* WHAT IS NEEDED: Read through the listing, and wherever a line holds the word "road", return it.

* SOURCE DATA:
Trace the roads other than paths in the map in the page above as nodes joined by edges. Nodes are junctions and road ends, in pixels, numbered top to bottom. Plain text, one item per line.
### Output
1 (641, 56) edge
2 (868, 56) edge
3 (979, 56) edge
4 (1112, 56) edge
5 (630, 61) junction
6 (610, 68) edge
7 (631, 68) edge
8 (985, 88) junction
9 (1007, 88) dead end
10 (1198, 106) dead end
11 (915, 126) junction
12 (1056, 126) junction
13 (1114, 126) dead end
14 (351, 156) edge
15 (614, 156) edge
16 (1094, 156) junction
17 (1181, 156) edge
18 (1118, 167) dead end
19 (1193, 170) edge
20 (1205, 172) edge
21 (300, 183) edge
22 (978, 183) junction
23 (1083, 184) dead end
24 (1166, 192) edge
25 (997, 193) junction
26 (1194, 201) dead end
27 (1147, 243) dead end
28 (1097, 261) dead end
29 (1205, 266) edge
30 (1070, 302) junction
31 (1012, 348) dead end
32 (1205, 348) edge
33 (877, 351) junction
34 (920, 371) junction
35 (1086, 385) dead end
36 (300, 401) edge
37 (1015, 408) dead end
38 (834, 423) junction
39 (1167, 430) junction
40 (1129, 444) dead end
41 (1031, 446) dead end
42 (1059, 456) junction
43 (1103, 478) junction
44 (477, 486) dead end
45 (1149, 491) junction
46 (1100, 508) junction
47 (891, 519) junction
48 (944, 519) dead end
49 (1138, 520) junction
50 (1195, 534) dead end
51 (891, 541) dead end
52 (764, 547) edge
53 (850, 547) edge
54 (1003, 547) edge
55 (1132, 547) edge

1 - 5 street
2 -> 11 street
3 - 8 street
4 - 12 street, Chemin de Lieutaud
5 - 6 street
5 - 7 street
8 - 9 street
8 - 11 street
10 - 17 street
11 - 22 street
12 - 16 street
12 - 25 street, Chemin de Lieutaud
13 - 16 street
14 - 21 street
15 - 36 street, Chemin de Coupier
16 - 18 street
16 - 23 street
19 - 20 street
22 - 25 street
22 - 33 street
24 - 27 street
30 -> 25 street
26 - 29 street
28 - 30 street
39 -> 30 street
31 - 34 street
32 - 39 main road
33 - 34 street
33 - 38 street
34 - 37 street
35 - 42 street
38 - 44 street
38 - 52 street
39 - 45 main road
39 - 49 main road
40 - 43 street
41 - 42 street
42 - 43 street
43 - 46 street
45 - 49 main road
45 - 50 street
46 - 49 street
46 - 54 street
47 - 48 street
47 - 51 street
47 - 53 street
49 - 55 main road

* SOLUTION FOR THIS EXERCISE:
Trace the roads other than paths in the map in the page above as nodes joined by edges. Nodes are junctions and road ends, in pixels, numbered top to bottom. Plain text, one item per line.
32 - 39 main road
39 - 45 main road
39 - 49 main road
45 - 49 main road
49 - 55 main road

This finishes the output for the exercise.